BEGIN
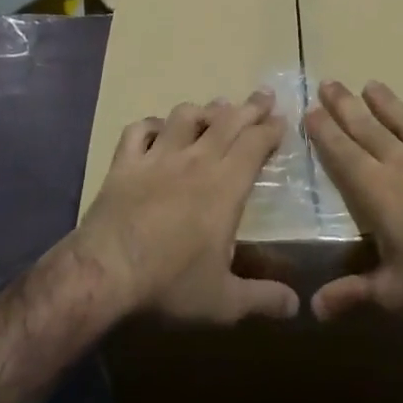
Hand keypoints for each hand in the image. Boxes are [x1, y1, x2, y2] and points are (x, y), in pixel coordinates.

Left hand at [74, 91, 300, 323]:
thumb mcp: (224, 302)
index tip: (282, 120)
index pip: (255, 144)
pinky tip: (157, 128)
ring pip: (184, 116)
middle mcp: (195, 161)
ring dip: (204, 109)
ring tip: (215, 108)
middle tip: (264, 95)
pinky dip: (151, 124)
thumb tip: (296, 306)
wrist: (106, 272)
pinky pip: (139, 130)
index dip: (270, 129)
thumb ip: (262, 299)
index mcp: (225, 186)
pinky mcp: (125, 162)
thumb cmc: (170, 284)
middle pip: (227, 121)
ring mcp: (157, 157)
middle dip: (249, 106)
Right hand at [305, 80, 402, 319]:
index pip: (343, 154)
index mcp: (378, 191)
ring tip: (370, 84)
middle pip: (368, 128)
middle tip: (327, 83)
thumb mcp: (395, 293)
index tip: (309, 110)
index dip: (324, 132)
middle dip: (345, 105)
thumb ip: (353, 295)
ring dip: (386, 102)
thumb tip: (313, 308)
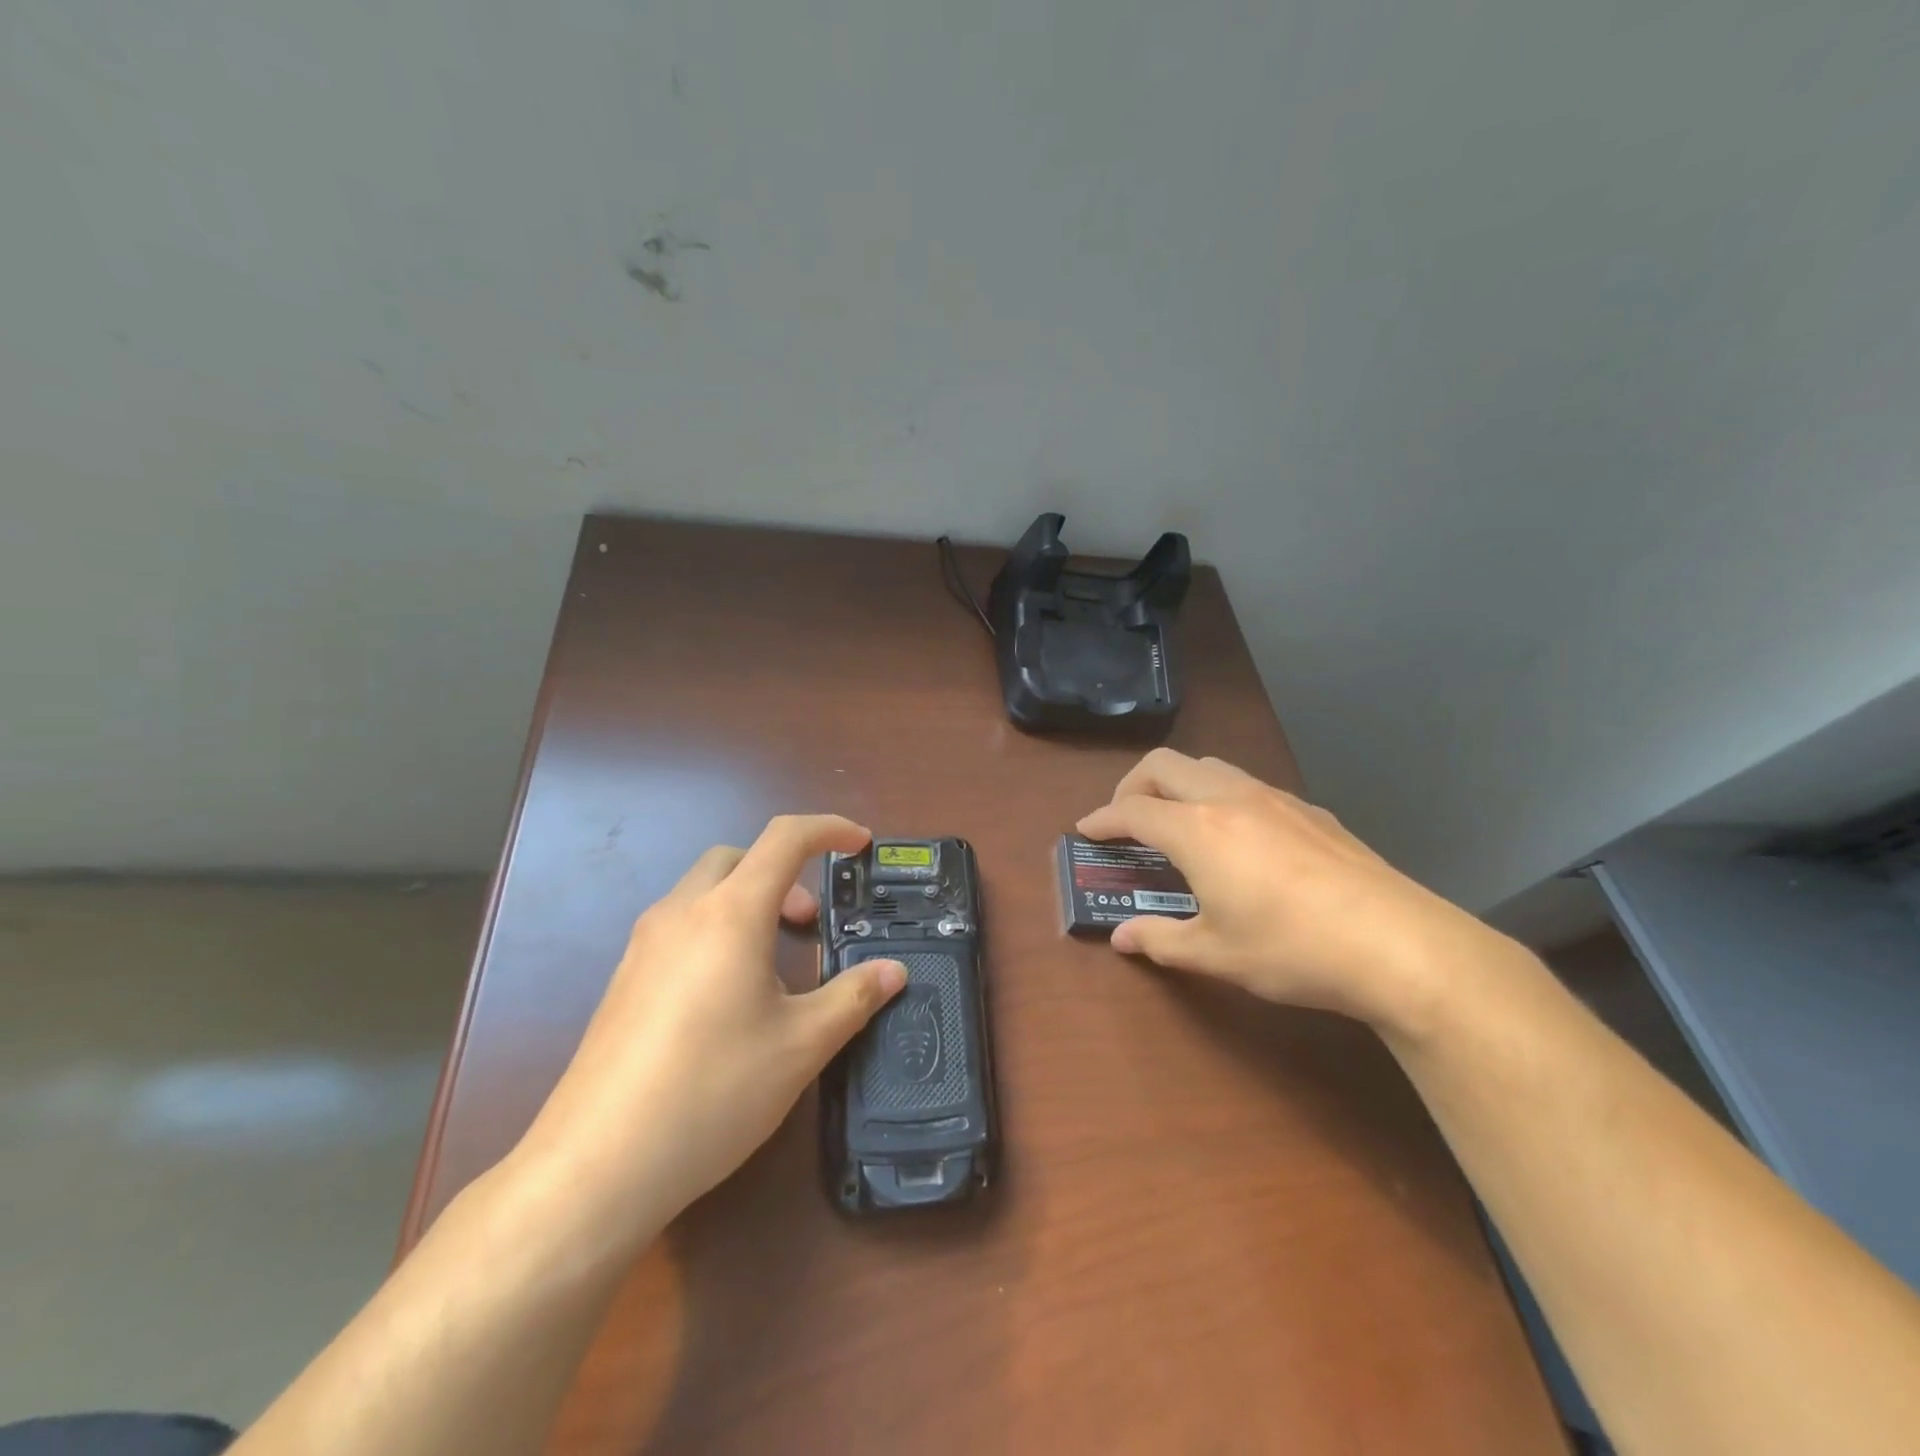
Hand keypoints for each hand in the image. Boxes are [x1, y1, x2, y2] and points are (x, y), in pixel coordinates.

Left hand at [520, 815, 905, 1233]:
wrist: (596, 1166)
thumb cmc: (713, 1089)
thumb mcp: (801, 1045)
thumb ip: (854, 998)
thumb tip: (893, 971)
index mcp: (730, 913)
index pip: (785, 839)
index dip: (829, 828)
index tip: (860, 844)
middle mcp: (681, 913)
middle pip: (737, 857)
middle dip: (783, 872)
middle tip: (810, 923)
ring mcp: (643, 946)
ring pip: (704, 891)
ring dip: (748, 902)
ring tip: (774, 966)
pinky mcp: (623, 980)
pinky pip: (680, 927)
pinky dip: (717, 931)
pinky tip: (728, 998)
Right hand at [1077, 749, 1512, 1034]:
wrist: (1397, 944)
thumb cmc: (1292, 949)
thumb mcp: (1215, 954)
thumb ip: (1160, 940)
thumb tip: (1122, 938)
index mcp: (1198, 830)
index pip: (1133, 809)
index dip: (1102, 818)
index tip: (1085, 829)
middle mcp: (1230, 799)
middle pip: (1165, 764)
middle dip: (1133, 784)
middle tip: (1126, 818)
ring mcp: (1275, 799)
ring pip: (1210, 766)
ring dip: (1179, 783)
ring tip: (1178, 821)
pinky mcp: (1311, 811)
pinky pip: (1249, 784)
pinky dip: (1221, 796)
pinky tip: (1239, 837)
END
Try it = Every line above should be returned exactly; the pictures stay out.

Written solution =
Hand keypoints for each hand in the image. Boxes are [x1, y1, x2, y2] and points are (x, y), in pixel coordinates.

Left hand at [74, 91, 300, 323]:
thumb mcp: (224, 302)
index tip: (282, 120)
index pip: (255, 144)
pinky tip: (157, 128)
ring pip: (184, 116)
middle mcp: (195, 161)
ring dip: (204, 109)
ring tip: (215, 108)
middle tip: (264, 95)
pinky dip: (151, 124)
thumb tip: (296, 306)
wrist: (106, 272)
pinky pip: (139, 130)
index dip: (270, 129)
thumb ip: (262, 299)
index mcp: (225, 186)
pinky mcp: (125, 162)
thumb cmc: (170, 284)
middle pip: (227, 121)
ring mcp: (157, 157)
middle dip: (249, 106)
Right hand at [305, 80, 402, 319]:
index pip: (343, 154)
index mcp: (378, 191)
ring tip: (370, 84)
middle pip: (368, 128)
middle tip: (327, 83)
thumb mcp: (395, 293)
index tip: (309, 110)
index dip: (324, 132)
middle dip: (345, 105)
thumb ip: (353, 295)
ring dip: (386, 102)
thumb tip: (313, 308)
Hand keypoints for each hand in the image. Boxes are [x1, y1, x2, y2] and points are (x, y), in pixel coordinates.

Left hand at [520, 815, 905, 1233]:
wrist: (596, 1166)
thumb cmc: (713, 1089)
thumb mcp: (801, 1045)
thumb ip: (854, 998)
thumb tip: (893, 971)
index mcp: (730, 913)
index pip: (785, 839)
index dip: (829, 828)
index tip: (860, 844)
middle mcp: (681, 913)
middle pip: (737, 857)
middle dip: (783, 872)
middle tip: (810, 923)
ring mcp: (643, 946)
ring pip: (704, 891)
ring dip: (748, 902)
ring tip: (774, 966)
pinky mcp: (623, 980)
pinky pip: (680, 927)
pinky dip: (717, 931)
pinky tip: (728, 998)
Right hand at [1077, 749, 1512, 1034]:
wrist: (1397, 944)
thumb cmc: (1292, 949)
thumb mcp: (1215, 954)
thumb ip: (1160, 940)
thumb tip: (1122, 938)
index mcp: (1198, 830)
index pip: (1133, 809)
index dip: (1102, 818)
index tip: (1085, 829)
middle mcp: (1230, 799)
middle pip: (1165, 764)
middle dip: (1133, 784)
middle tip: (1126, 818)
ring mcp: (1275, 799)
ring pip: (1210, 766)
ring dip: (1179, 783)
ring tip: (1178, 821)
pinky mcp: (1311, 811)
pinky pip: (1249, 784)
pinky dip: (1221, 796)
pinky tip: (1239, 837)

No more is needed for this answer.